人事・労務 障害児の親に「配慮なし」が8割

【執筆者】社会保険労務士法人スマイング コンサルティンググループ マネージャー 薄田 順矢

仕事と子育ての両立に関し、従業員に障害のある子どもがいても「特に配慮していることはない」と答えた企業が81.7%に上ることが厚生労働省の調査で分かりました。
障害児の親は通院や通所の付き添いで仕事を休みがちになり、キャリアを諦めざるを得ないことが多く、政府の検討会は企業に対し、従業員の意向を尊重した支援をするよう求めています。
育児短時間勤務といった現行の両立支援制度は、子どもが一定の年齢に達すると利用できなくなるため、障害がある場合は継続的な支援が必要で、保護者団体は年齢で区切らずに柔軟に利用できる制度の導入を訴えているようです。

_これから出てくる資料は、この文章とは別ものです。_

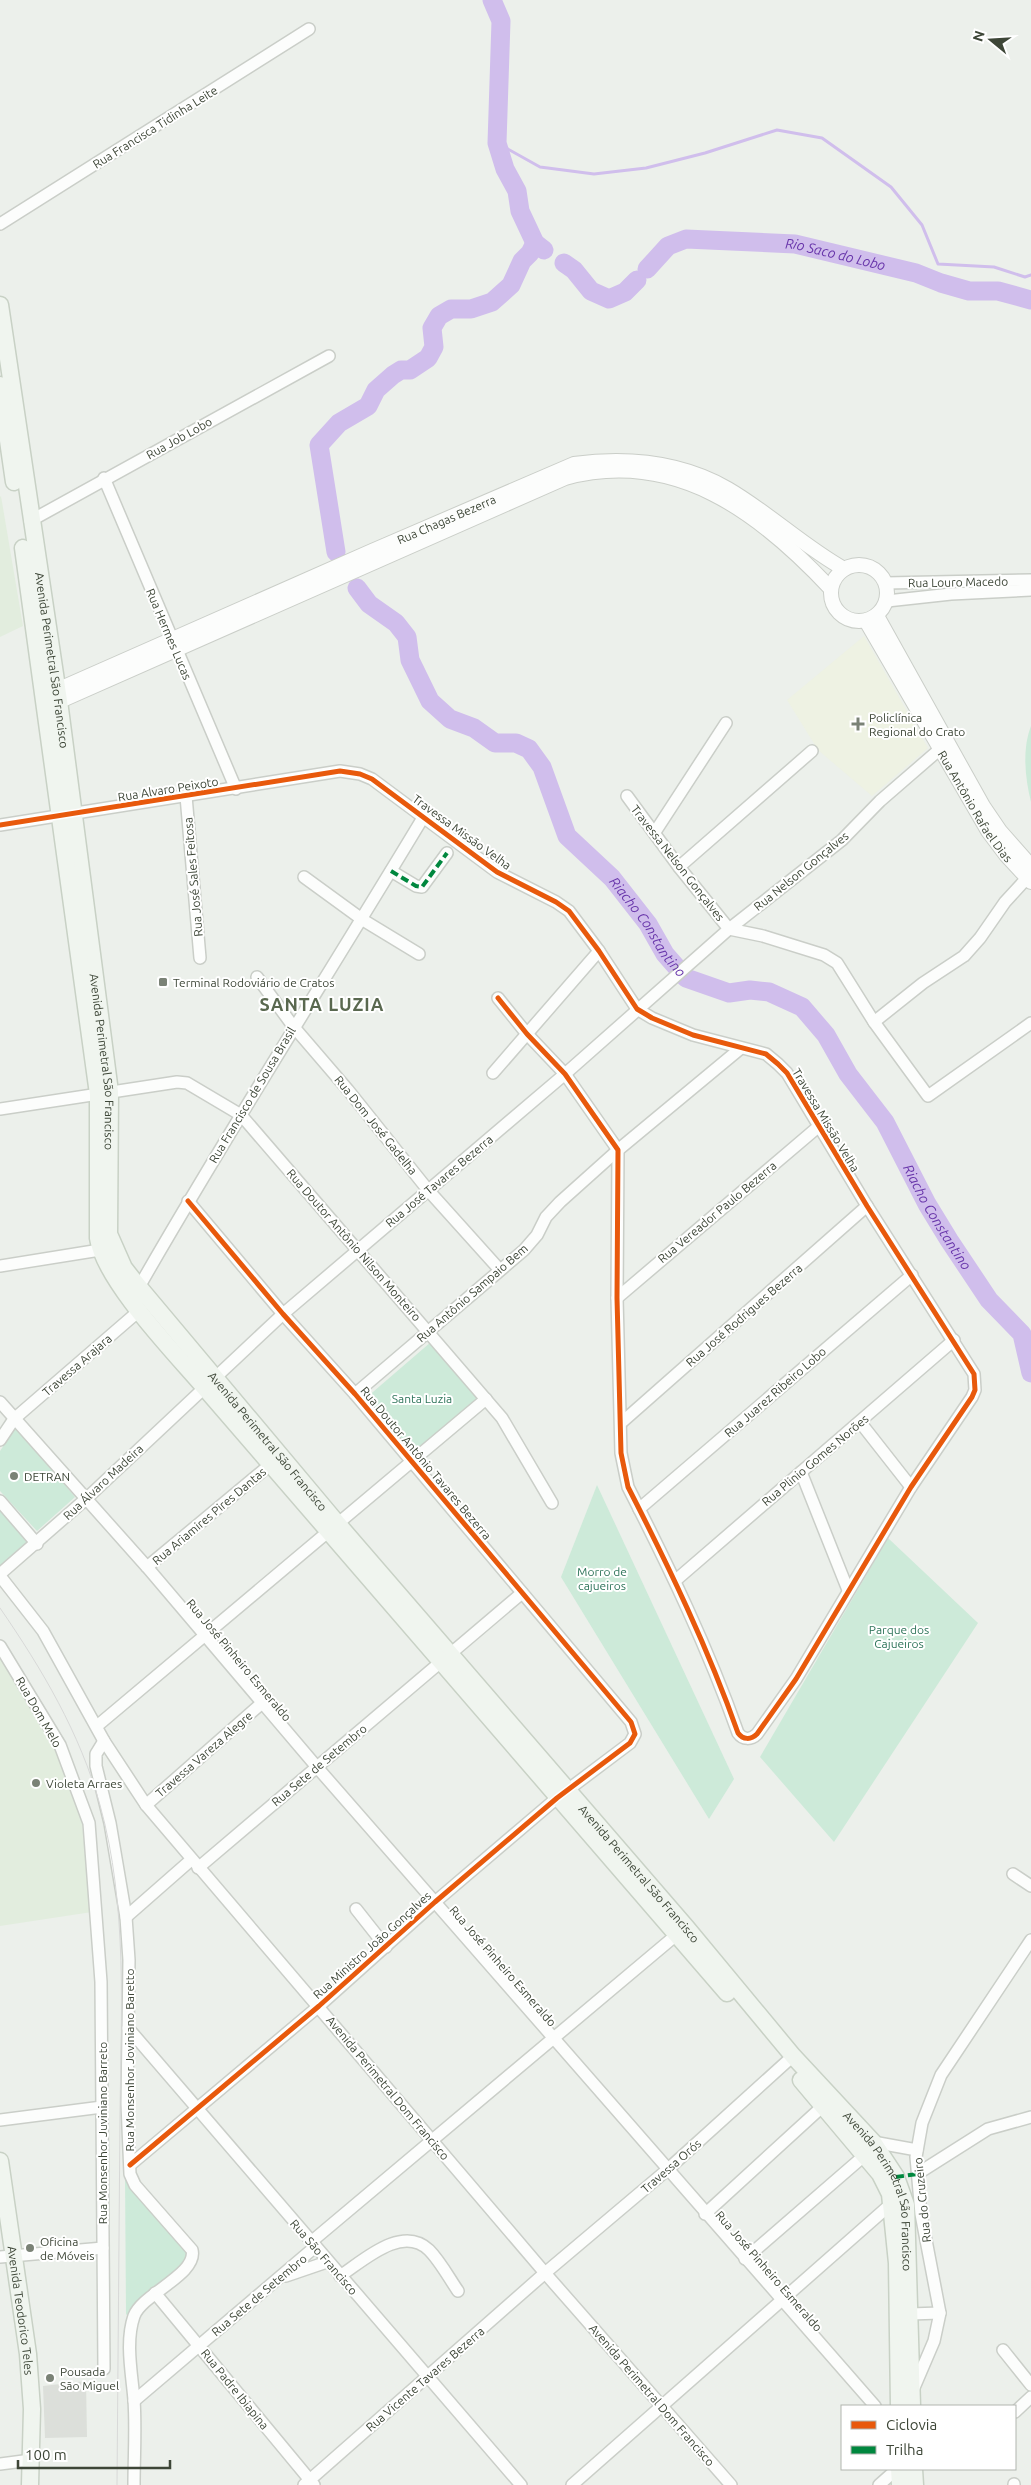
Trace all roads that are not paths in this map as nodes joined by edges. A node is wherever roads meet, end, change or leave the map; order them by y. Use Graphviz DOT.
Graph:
graph roads {
  1 [pos="309,29"];
  2 [pos="0,224"];
  3 [pos="0,305"];
  4 [pos="329,356"];
  5 [pos="0,382"];
  6 [pos="8,432"];
  7 [pos="104,478"];
  8 [pos="30,521"];
  9 [pos="844,569"];
  10 [pos="1031,580"];
  11 [pos="886,583"];
  12 [pos="831,588"];
  13 [pos="1031,590"];
  14 [pos="887,601"];
  15 [pos="871,618"];
  16 [pos="174,645"];
  17 [pos="51,699"];
  18 [pos="726,723"];
  19 [pos="943,745"];
  20 [pos="812,751"];
  21 [pos="340,771"];
  22 [pos="236,788"];
  23 [pos="186,796"];
  24 [pos="627,796"];
  25 [pos="67,815"];
  26 [pos="424,816"];
  27 [pos="0,825"];
  28 [pos="655,832"];
  29 [pos="447,853"];
  30 [pos="679,867"];
  31 [pos="390,871"];
  32 [pos="1030,875"];
  33 [pos="304,877"];
  34 [pos="363,920"];
  35 [pos="729,929"];
  36 [pos="599,952"];
  37 [pos="420,954"];
  38 [pos="200,958"];
  39 [pos="674,976"];
  40 [pos="257,977"];
  41 [pos="498,998"];
  42 [pos="637,1009"];
  43 [pos="874,1022"];
  44 [pos="1031,1023"];
  45 [pos="293,1026"];
  46 [pos="527,1034"];
  47 [pos="740,1048"];
  48 [pos="494,1073"];
  49 [pos="565,1074"];
  50 [pos="104,1093"];
  51 [pos="0,1109"];
  52 [pos="241,1115"];
  53 [pos="818,1127"];
  54 [pos="618,1150"];
  55 [pos="104,1189"];
  56 [pos="428,1190"];
  57 [pos="188,1201"];
  58 [pos="867,1206"];
  59 [pos="100,1250"];
  60 [pos="357,1250"];
  61 [pos="0,1266"];
  62 [pos="499,1269"];
  63 [pos="912,1275"];
  64 [pos="134,1292"];
  65 [pos="617,1298"];
  66 [pos="140,1310"];
  67 [pos="283,1314"];
  68 [pos="428,1331"];
  69 [pos="954,1340"];
  70 [pos="209,1382"];
  71 [pos="356,1394"];
  72 [pos="486,1399"];
  73 [pos="0,1402"];
  74 [pos="14,1419"];
  75 [pos="860,1422"];
  76 [pos="621,1423"];
  77 [pos="0,1440"];
  78 [pos="412,1463"];
  79 [pos="271,1464"];
  80 [pos="801,1472"];
  81 [pos="911,1487"];
  82 [pos="87,1498"];
  83 [pos="0,1501"];
  84 [pos="552,1503"];
  85 [pos="639,1509"];
  86 [pos="332,1526"];
  87 [pos="37,1544"];
  88 [pos="147,1567"];
  89 [pos="0,1575"];
  90 [pos="676,1580"];
  91 [pos="848,1590"];
  92 [pos="522,1593"];
  93 [pos="204,1635"];
  94 [pos="0,1646"];
  95 [pos="446,1658"];
  96 [pos="262,1703"];
  97 [pos="97,1726"];
  98 [pos="104,1741"];
  99 [pos="630,1743"];
  100 [pos="316,1766"];
  101 [pos="562,1794"];
  102 [pos="146,1805"];
  103 [pos="194,1864"];
  104 [pos="1013,1874"];
  105 [pos="1031,1886"];
  106 [pos="96,1898"];
  107 [pos="435,1902"];
  108 [pos="356,1908"];
  109 [pos="126,1917"];
  110 [pos="681,1931"];
  111 [pos="1031,1940"];
  112 [pos="386,1946"];
  113 [pos="319,2006"];
  114 [pos="128,2028"];
  115 [pos="553,2038"];
  116 [pos="790,2059"];
  117 [pos="823,2106"];
  118 [pos="102,2107"];
  119 [pos="197,2109"];
  120 [pos="1031,2117"];
  121 [pos="0,2120"];
  122 [pos="433,2140"];
  123 [pos="869,2148"];
  124 [pos="917,2150"];
  125 [pos="0,2161"];
  126 [pos="130,2165"];
  127 [pos="667,2170"];
  128 [pos="917,2174"];
  129 [pos="891,2204"];
  130 [pos="705,2214"];
  131 [pos="313,2244"];
  132 [pos="104,2248"];
  133 [pos="7,2256"];
  134 [pos="745,2259"];
  135 [pos="327,2262"];
  136 [pos="545,2273"];
  137 [pos="340,2276"];
  138 [pos="282,2277"];
  139 [pos="458,2291"];
  140 [pos="156,2293"];
  141 [pos="782,2301"];
  142 [pos="940,2313"];
  143 [pos="910,2314"];
  144 [pos="199,2345"];
  145 [pos="1003,2350"];
  146 [pos="104,2369"];
  147 [pos="427,2377"];
  148 [pos="1031,2385"];
  149 [pos="1031,2397"];
  150 [pos="911,2400"];
  151 [pos="134,2401"];
  152 [pos="873,2405"];
  153 [pos="899,2405"];
  154 [pos="662,2407"];
  155 [pos="1016,2411"];
  156 [pos="31,2460"];
  157 [pos="0,2464"];
  158 [pos="897,2470"];
  159 [pos="898,2470"];
  160 [pos="914,2470"];
  161 [pos="309,2483"];
  162 [pos="30,2485"];
  163 [pos="134,2485"];
  164 [pos="521,2485"];
  165 [pos="572,2485"];
  166 [pos="731,2485"];
  167 [pos="879,2485"];
  168 [pos="900,2485"];
  169 [pos="915,2485"];
  1 -- 2 [label="street, Rua Francisca Tidinha Leite"];
  3 -- 6 [label="main road, Avenida Perimetral São Francisco"];
  4 -- 7 [label="street, Rua Job Lobo"];
  5 -- 6 [label="main road, Avenida Perimetral São Francisco"];
  6 -- 8 [label="main road, Avenida Perimetral São Francisco"];
  6 -- 17 [label="main road, Avenida Perimetral São Francisco"];
  7 -- 8 [label="street, Rua Job Lobo"];
  7 -- 16 [label="street, Rua Hermes Lucas"];
  8 -- 17 [label="main road, Avenida Perimetral São Francisco"];
  9 -- 11 [label="street"];
  9 -- 12 [label="street"];
  9 -- 16 [label="street, Rua Chagas Bezerra"];
  10 -- 11 [label="street, Rua Louro Macedo"];
  11 -- 14 [label="street"];
  12 -- 15 [label="street"];
  12 -- 16 [label="street, Rua Chagas Bezerra"];
  13 -- 14 [label="street, Rua Louro Macedo"];
  14 -- 15 [label="street"];
  15 -- 19 [label="street, Rua Antônio Rafael Dias"];
  16 -- 17 [label="street, Rua Chagas Bezerra"];
  16 -- 22 [label="street, Rua Hermes Lucas"];
  17 -- 25 [label="main road, Avenida Perimetral São Francisco"];
  18 -- 28 [label="street"];
  19 -- 32 [label="street, Rua Antônio Rafael Dias"];
  19 -- 35 [label="street, Rua Nelson Gonçalves"];
  20 -- 30 [label="street"];
  21 -- 22 [label="street, Rua Alvaro Peixoto"];
  21 -- 26 [label="street, Travessa Missão Velha"];
  22 -- 23 [label="street, Rua Alvaro Peixoto"];
  23 -- 25 [label="street, Rua Alvaro Peixoto"];
  23 -- 38 [label="street, Rua José Sales Feitosa"];
  24 -- 28 [label="street, Travessa Nelson Gonçalves"];
  25 -- 27 [label="street, Rua Alvaro Peixoto"];
  25 -- 50 [label="main road, Avenida Perimetral São Francisco"];
  26 -- 31 [label="street, Rua Francisco de Sousa Brasil"];
  26 -- 36 [label="street, Travessa Missão Velha"];
  28 -- 30 [label="street, Travessa Nelson Gonçalves"];
  29 -- 31 [label="street"];
  30 -- 35 [label="street, Travessa Nelson Gonçalves"];
  31 -- 34 [label="street, Rua Francisco de Sousa Brasil"];
  32 -- 43 [label="street"];
  33 -- 34 [label="street"];
  34 -- 37 [label="street"];
  34 -- 45 [label="street, Rua Francisco de Sousa Brasil"];
  35 -- 39 [label="street, Rua Nelson Gonçalves"];
  35 -- 43 [label="street"];
  36 -- 42 [label="street, Travessa Missão Velha"];
  36 -- 46 [label="street"];
  39 -- 42 [label="street, Rua José Tavares Bezerra"];
  40 -- 45 [label="street, Rua Dom José Gadelha"];
  41 -- 46 [label="street"];
  42 -- 47 [label="street, Travessa Missão Velha"];
  42 -- 49 [label="street, Rua José Tavares Bezerra"];
  43 -- 44 [label="street"];
  45 -- 52 [label="street, Rua Francisco de Sousa Brasil"];
  45 -- 56 [label="street, Rua Dom José Gadelha"];
  46 -- 48 [label="street"];
  46 -- 49 [label="street"];
  47 -- 53 [label="street, Travessa Missão Velha"];
  47 -- 54 [label="street, Rua Antônio Sampaio Bem"];
  49 -- 54 [label="street"];
  49 -- 56 [label="street, Rua José Tavares Bezerra"];
  50 -- 51 [label="street, Rua Doutor Antônio Nilson Monteiro"];
  50 -- 52 [label="street, Rua Doutor Antônio Nilson Monteiro"];
  50 -- 55 [label="main road, Avenida Perimetral São Francisco"];
  52 -- 57 [label="street, Rua Francisco de Sousa Brasil"];
  52 -- 60 [label="street, Rua Doutor Antônio Nilson Monteiro"];
  53 -- 58 [label="street, Travessa Missão Velha"];
  53 -- 65 [label="street, Rua Vereador Paulo Bezerra"];
  54 -- 62 [label="street, Rua Antônio Sampaio Bem"];
  54 -- 65 [label="street"];
  55 -- 59 [label="main road, Avenida Perimetral São Francisco"];
  55 -- 64 [label="main road, Avenida Perimetral São Francisco"];
  56 -- 60 [label="street, Rua José Tavares Bezerra"];
  56 -- 62 [label="street, Rua Dom José Gadelha"];
  57 -- 64 [label="street, Rua Francisco de Sousa Brasil"];
  57 -- 67 [label="street, Rua Doutor Antônio Tavares Bezerra"];
  58 -- 63 [label="street, Travessa Missão Velha"];
  58 -- 76 [label="street, Rua José Rodrigues Bezerra"];
  59 -- 61 [label="street"];
  59 -- 64 [label="main road, Avenida Perimetral São Francisco"];
  60 -- 67 [label="street, Rua José Tavares Bezerra"];
  60 -- 68 [label="street, Rua Doutor Antônio Nilson Monteiro"];
  62 -- 68 [label="street, Rua Antônio Sampaio Bem"];
  63 -- 69 [label="street, Travessa Missão Velha"];
  63 -- 85 [label="street, Rua Juarez Ribeiro Lobo"];
  64 -- 66 [label="main road, Avenida Perimetral São Francisco"];
  64 -- 70 [label="main road, Avenida Perimetral São Francisco"];
  65 -- 76 [label="street"];
  66 -- 70 [label="main road, Avenida Perimetral São Francisco"];
  66 -- 74 [label="street, Travessa Arajara"];
  67 -- 70 [label="street, Rua José Tavares Bezerra"];
  67 -- 71 [label="street, Rua Doutor Antônio Tavares Bezerra"];
  68 -- 71 [label="street, Rua Antônio Sampaio Bem"];
  68 -- 72 [label="street, Rua Doutor Antônio Nilson Monteiro"];
  69 -- 75 [label="street, Rua Plinio Gomes Norões"];
  69 -- 81 [label="street, Travessa Missão Velha"];
  70 -- 79 [label="main road, Avenida Perimetral São Francisco"];
  70 -- 82 [label="street, Rua Álvaro Madeira"];
  70 -- 86 [label="main road, Avenida Perimetral São Francisco"];
  71 -- 78 [label="street, Rua Doutor Antônio Tavares Bezerra"];
  72 -- 78 [label="street"];
  72 -- 84 [label="street, Rua Doutor Antônio Nilson Monteiro"];
  73 -- 74 [label="street, Rua José Pinheiro Esmeraldo"];
  74 -- 77 [label="street, Travessa Arajara"];
  74 -- 82 [label="street, Rua José Pinheiro Esmeraldo"];
  75 -- 80 [label="street, Rua Plinio Gomes Norões"];
  75 -- 81 [label="street"];
  76 -- 85 [label="street"];
  78 -- 86 [label="street"];
  78 -- 92 [label="street, Rua Doutor Antônio Tavares Bezerra"];
  79 -- 86 [label="main road, Avenida Perimetral São Francisco"];
  79 -- 88 [label="street, Rua Ariamires Pires Dantas"];
  80 -- 90 [label="street, Rua Plinio Gomes Norões"];
  80 -- 91 [label="street"];
  81 -- 91 [label="street"];
  82 -- 87 [label="street, Rua Álvaro Madeira"];
  82 -- 88 [label="street, Rua José Pinheiro Esmeraldo"];
  83 -- 87 [label="street"];
  85 -- 90 [label="street"];
  86 -- 93 [label="street"];
  86 -- 95 [label="main road, Avenida Perimetral São Francisco"];
  87 -- 89 [label="street, Rua Álvaro Madeira"];
  88 -- 93 [label="street, Rua José Pinheiro Esmeraldo"];
  89 -- 97 [label="street, Avenida Perimetral Dom Francisco"];
  90 -- 91 [label="street"];
  92 -- 95 [label="street, Rua Sete de Setembro"];
  92 -- 99 [label="street, Rua Doutor Antônio Tavares Bezerra"];
  93 -- 96 [label="street, Rua José Pinheiro Esmeraldo"];
  93 -- 97 [label="street"];
  94 -- 106 [label="street, Rua Dom Melo"];
  95 -- 100 [label="street, Rua Sete de Setembro"];
  95 -- 101 [label="main road, Avenida Perimetral São Francisco"];
  96 -- 100 [label="street, Rua José Pinheiro Esmeraldo"];
  96 -- 102 [label="street, Travessa Vareza Alegre"];
  97 -- 98 [label="street, Avenida Perimetral Dom Francisco"];
  98 -- 102 [label="street, Avenida Perimetral Dom Francisco"];
  98 -- 109 [label="street, Rua Monsenhor Joviniano Baretto"];
  99 -- 101 [label="street, Rua Ministro João Gonçalves"];
  100 -- 103 [label="street, Rua Sete de Setembro"];
  100 -- 107 [label="street, Rua José Pinheiro Esmeraldo"];
  101 -- 107 [label="street, Rua Ministro João Gonçalves"];
  101 -- 110 [label="main road, Avenida Perimetral São Francisco"];
  102 -- 103 [label="street, Avenida Perimetral Dom Francisco"];
  103 -- 109 [label="street, Rua Sete de Setembro"];
  103 -- 113 [label="street, Avenida Perimetral Dom Francisco"];
  104 -- 105 [label="street"];
  106 -- 118 [label="street, Rua Monsenhor Juviniano Barreto"];
  107 -- 112 [label="street, Rua Ministro João Gonçalves"];
  107 -- 115 [label="street, Rua José Pinheiro Esmeraldo"];
  108 -- 112 [label="street"];
  109 -- 114 [label="street, Rua Monsenhor Joviniano Baretto"];
  110 -- 115 [label="street, Rua Sete de Setembro"];
  110 -- 116 [label="main road, Avenida Perimetral São Francisco"];
  111 -- 124 [label="street, Rua do Cruzeiro"];
  112 -- 113 [label="street, Rua Ministro João Gonçalves"];
  113 -- 119 [label="street, Rua Ministro João Gonçalves"];
  113 -- 122 [label="street, Avenida Perimetral Dom Francisco"];
  114 -- 119 [label="street, Rua São Francisco"];
  114 -- 126 [label="street, Rua Monsenhor Joviniano Baretto"];
  115 -- 122 [label="street, Rua Sete de Setembro"];
  115 -- 127 [label="street, Rua José Pinheiro Esmeraldo"];
  116 -- 117 [label="main road, Avenida Perimetral São Francisco"];
  116 -- 123 [label="main road, Avenida Perimetral São Francisco"];
  116 -- 127 [label="street, Travessa Orós"];
  117 -- 123 [label="main road, Avenida Perimetral São Francisco"];
  117 -- 130 [label="street"];
  118 -- 121 [label="street"];
  118 -- 132 [label="street, Rua Monsenhor Juviniano Barreto"];
  119 -- 126 [label="street, Rua Ministro João Gonçalves"];
  119 -- 131 [label="street, Rua São Francisco"];
  120 -- 128 [label="street"];
  122 -- 131 [label="street, Rua Sete de Setembro"];
  122 -- 136 [label="street, Avenida Perimetral Dom Francisco"];
  123 -- 124 [label="street"];
  123 -- 129 [label="main road, Avenida Perimetral São Francisco"];
  123 -- 134 [label="street"];
  123 -- 143 [label="main road, Avenida Perimetral São Francisco"];
  124 -- 128 [label="street, Rua do Cruzeiro"];
  125 -- 133 [label="main road, Avenida Teodorico Teles"];
  126 -- 140 [label="street, Rua Monsenhor Joviniano Baretto"];
  127 -- 130 [label="street, Rua José Pinheiro Esmeraldo"];
  127 -- 136 [label="street, Travessa Orós"];
  128 -- 142 [label="street, Rua do Cruzeiro"];
  129 -- 141 [label="street"];
  129 -- 153 [label="main road, Avenida Perimetral São Francisco"];
  130 -- 134 [label="street, Rua José Pinheiro Esmeraldo"];
  131 -- 135 [label="street, Rua São Francisco"];
  131 -- 138 [label="street, Rua Sete de Setembro"];
  132 -- 133 [label="street"];
  132 -- 146 [label="street, Rua Monsenhor Juviniano Barreto"];
  133 -- 156 [label="main road, Avenida Teodorico Teles"];
  134 -- 141 [label="street, Rua José Pinheiro Esmeraldo"];
  135 -- 137 [label="street, Rua São Francisco"];
  135 -- 138 [label="street"];
  136 -- 147 [label="street, Rua Vicente Tavares Bezerra"];
  136 -- 154 [label="street, Avenida Perimetral Dom Francisco"];
  137 -- 139 [label="street"];
  137 -- 147 [label="street, Rua São Francisco"];
  138 -- 144 [label="street, Rua Sete de Setembro"];
  140 -- 144 [label="street, Rua Padre Ibiapina"];
  140 -- 151 [label="street, Rua Monsenhor Joviniano Baretto"];
  141 -- 152 [label="street, Rua José Pinheiro Esmeraldo"];
  141 -- 154 [label="street"];
  142 -- 143 [label="street"];
  142 -- 150 [label="street, Rua do Cruzeiro"];
  143 -- 150 [label="main road, Avenida Perimetral São Francisco"];
  144 -- 151 [label="street, Rua Sete de Setembro"];
  144 -- 161 [label="street, Rua Padre Ibiapina"];
  145 -- 148 [label="street"];
  147 -- 161 [label="street, Rua Vicente Tavares Bezerra"];
  147 -- 164 [label="street, Rua São Francisco"];
  149 -- 155 [label="street"];
  151 -- 163 [label="street, Rua Monsenhor Joviniano Baretto"];
  154 -- 165 [label="street"];
  154 -- 166 [label="street, Avenida Perimetral Dom Francisco"];
  156 -- 157 [label="street"];
  156 -- 162 [label="main road, Avenida Teodorico Teles"];
  158 -- 167 [label="street"];
  159 -- 168 [label="main road"];
  160 -- 169 [label="main road"];
}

従業員の子どもに障害があったり、医療的ケアが必要だったりした際の配慮(複数回答)は、81.7%が「特になし」としたのに対し、「短時間勤務などの利用期間延長」(4.0%)、「育児休業などの取得年数延長」(3.3%)、「看護休暇の取得日数を増やす」(3.1%)「育児や家事支援サービスの補助」(1.2%)となります。
現状の育児介護休業法では育児短時間勤務は「3歳に満たない子を養育する労働者」が対象となりますが、小学校入学まで・学童保育が終わる小学3年生までの子とする企業もありますので、障害児の親の支援としては育児短時間勤務の延長は導入がしやすいかもしれません。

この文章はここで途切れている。